Что ещё происходит сейчас? Сейчас критика иной раз соглашается на прямую филологическую связь с историей литературы. В каких случаях? Как ни странно, при пересмотре иерархии творцов в двадцатом веке. Олег Юрьев и его сомышленники хотят выстроить новую иерархию имён, руководствуясь тем, что советская иерархия – даже учитывающая противостояние советизму – устарела: мы не знаем истинных своих гениев. Я приветствую это «вторжение» в старые перечислительные обоймы, хотя не согласна, что старая иерархия должна быть напрочь сломана. Я сама написала о Г. Оболдуеве, обрадовавшись этой возможности, - в самиздате я его знала смолоду, - как об очень крупном поэте. Но, тем не менее, для меня остаётся в силе старая иерархия: Заболоцкий – великий поэт, а Оболдуев – весьма значительный, но не затмевающий собой этого самого Заболоцкого, который страдал от советской власти и печатался при советской власти. Сейчас стараются разделить андеграунд и советские имена, и в этом отличие от девятнадцатого века – где, повторю, при всех условиях подцензурности, не пропущено ни одного сколько-нибудь значимого имени. Мы не можем сейчас открыть кого-то в девятнадцатом веке и сказать: а мы об этом и не знали, да ведь это огромная величина! Случевский был недооценён – но следующее поколение его уже оценило; Тютчев был недооценён – его тут же оценили символисты. То есть весь девятнадцатый век не имеет пробелов. Двадцатый век имеет удивительные пробелы, поскольку коммунизм – не царизм, он старался, чтобы пробелы эти оставались вообще никем не замеченными. Но настало время их заполнить, и соблазнительно дать вчерашним изгоям всевозможные иерархические преференции. Однако это «энергия заблуждения» - как сказано у Толстого, потом у Шкловского – которая хочет выставить вперед, скажем, новооткрытую прозу Вс. Петрова («Турдейская Манон Леско», действительно изумительная повесть) или Павла Зальцманаи потеснить ею прозу Платонова, Булгакова или Набокова – писателей, которые уже заняли в нашей литературой жизни незыблемое место. Пускай люди такого замечательного аналитического ума и вкуса, как Олег Юрьев, строят свою «иерархию вопреки», - поскольку это большая талантливая критика со своими идеями, перекос тут не важен. Тем не менее он преодолим и будет преодолен. Существенно и то, что эта идееносная критика во всех смыслах традиционна и даже превосходно беллетристична, – хотя, наверное, Олег Юрьев, в некотором роде постмодернист, обидится на такие слова.

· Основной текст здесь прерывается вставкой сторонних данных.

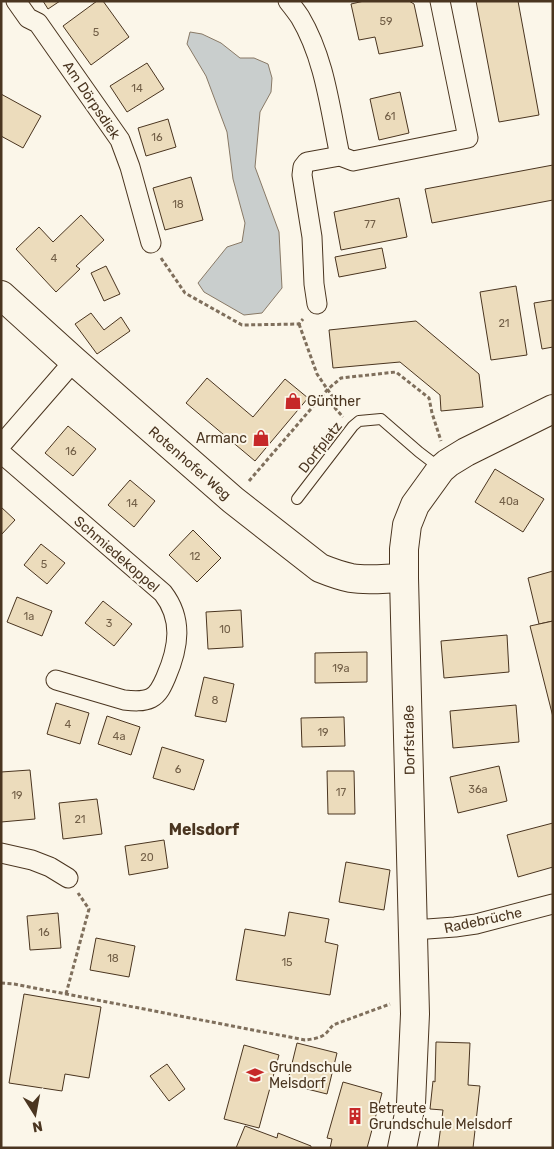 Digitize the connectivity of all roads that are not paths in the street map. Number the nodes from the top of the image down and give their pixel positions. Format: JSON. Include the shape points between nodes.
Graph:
{"nodes":[{"id":1,"x":16,"y":1,"type":"edge"},
{"id":2,"x":288,"y":1,"type":"edge"},
{"id":3,"x":440,"y":1,"type":"edge"},
{"id":4,"x":340,"y":156,"type":"junction"},
{"id":5,"x":151,"y":243,"type":"road end"},
{"id":6,"x":1,"y":295,"type":"edge"},
{"id":7,"x":317,"y":304,"type":"dead end"},
{"id":8,"x":74,"y":361,"type":"junction"},
{"id":9,"x":553,"y":409,"type":"edge"},
{"id":10,"x":1,"y":445,"type":"edge"},
{"id":11,"x":1,"y":453,"type":"edge"},
{"id":12,"x":441,"y":469,"type":"junction"},
{"id":13,"x":297,"y":499,"type":"dead end"},
{"id":14,"x":404,"y":578,"type":"junction"},
{"id":15,"x":56,"y":680,"type":"dead end"},
{"id":16,"x":1,"y":853,"type":"edge"},
{"id":17,"x":68,"y":878,"type":"road end"},
{"id":18,"x":553,"y":904,"type":"edge"},
{"id":19,"x":413,"y":930,"type":"junction"},
{"id":20,"x":402,"y":1148,"type":"edge"}],
"edges":[{"from":1,"to":5,"type":"street","name":"Am Dörpsdiek","via":[[28,18],[38,23],[120,140]]},
{"from":2,"to":4,"type":"street","via":[[300,17],[320,62]]},
{"from":3,"to":4,"type":"street","via":[[468,138],[353,161]]},
{"from":4,"to":7,"type":"street","via":[[307,162],[303,167]]},
{"from":6,"to":8,"type":"street","name":"Rotenhofer Weg"},
{"from":8,"to":10,"type":"street"},
{"from":8,"to":14,"type":"street","name":"Rotenhofer Weg","via":[[233,500],[320,568],[352,578]]},
{"from":9,"to":12,"type":"street","name":"Dorfstraße","via":[[473,448]]},
{"from":11,"to":15,"type":"street","name":"Schmiedekoppel","via":[[163,593],[176,622],[173,660],[160,690],[153,697],[124,700]]},
{"from":12,"to":13,"type":"lane","name":"Dorfplatz","via":[[381,419],[359,421]]},
{"from":12,"to":14,"type":"street","name":"Dorfstraße","via":[[415,505],[407,525]]},
{"from":14,"to":19,"type":"street","name":"Dorfstraße"},
{"from":16,"to":17,"type":"street","via":[[32,860]]},
{"from":18,"to":19,"type":"street","name":"Radebrüche","via":[[476,924]]},
{"from":19,"to":20,"type":"street","name":"Dorfstraße","via":[[414,1056],[411,1104]]}]} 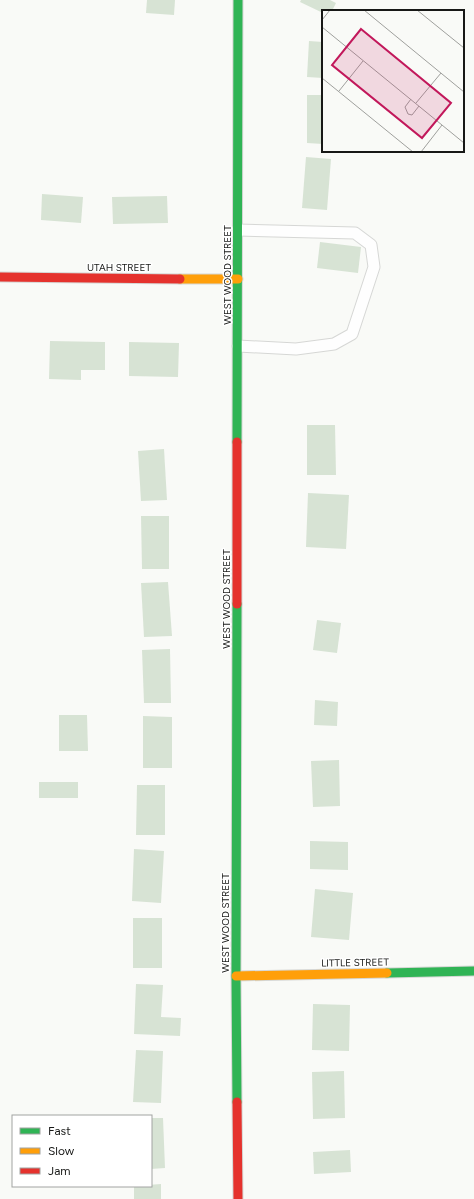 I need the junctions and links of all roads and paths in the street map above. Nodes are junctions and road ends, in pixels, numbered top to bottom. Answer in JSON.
{"nodes":[{"id":1,"x":238,"y":0,"type":"edge"},
{"id":2,"x":238,"y":230,"type":"junction"},
{"id":3,"x":0,"y":277,"type":"edge"},
{"id":4,"x":238,"y":278,"type":"junction"},
{"id":5,"x":238,"y":346,"type":"junction"},
{"id":6,"x":474,"y":971,"type":"edge"},
{"id":7,"x":236,"y":976,"type":"junction"},
{"id":8,"x":238,"y":1199,"type":"edge"}],
"edges":[{"from":1,"to":2,"type":"street","name":"WEST WOOD STREET"},
{"from":2,"to":4,"type":"street","name":"WEST WOOD STREET"},
{"from":2,"to":5,"type":"lane"},
{"from":3,"to":4,"type":"street","name":"UTAH STREET"},
{"from":4,"to":5,"type":"street","name":"WEST WOOD STREET"},
{"from":5,"to":7,"type":"street","name":"WEST WOOD STREET"},
{"from":6,"to":7,"type":"street","name":"LITTLE STREET"},
{"from":7,"to":8,"type":"street","name":"WEST WOOD STREET"}]}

- Позволю себе комментарий: критика Олега Юрьева очень высокомерна. То, что она ориентируется только на пласт неподцензурной петербургской литературы, сильно сужает её эстетический диапазон. Например, меня несколько укололо, что в его первой книге статей очень презрительно сказано о Самойлове; во второй – статья о Твардовском – сплошная насмешка. Не считаю Самойлова или Твардовского крупными поэтами, однако столь презрительного тона они не заслуживают. Как и Вознесенский, и Юрий Кузнецов, - безусловно значимые поэты, о которых сказано в таком же тоне: высокомерно, поверхностно. При этом согласен, что его статьи талантливы и увлекательны.
- Это неизбежно: энергия заблуждения и должна быть затем, чтобы ярче высветить забытые имена, но не на голословном же уровне, - когда все писатели советского времени проштемпелёваны разными штемпелями – тем именно, допускались они или нет на страницы печати. Но если негатив Юрьева высокомерен и явно несправедлив, то его позитив - серьёзное творчество, немало дающее читателю. Это заблуждение творческое, и, вопреки тому, что я для себя не так выстраиваю иерархию двадцатого века, я приветствую эти опыты.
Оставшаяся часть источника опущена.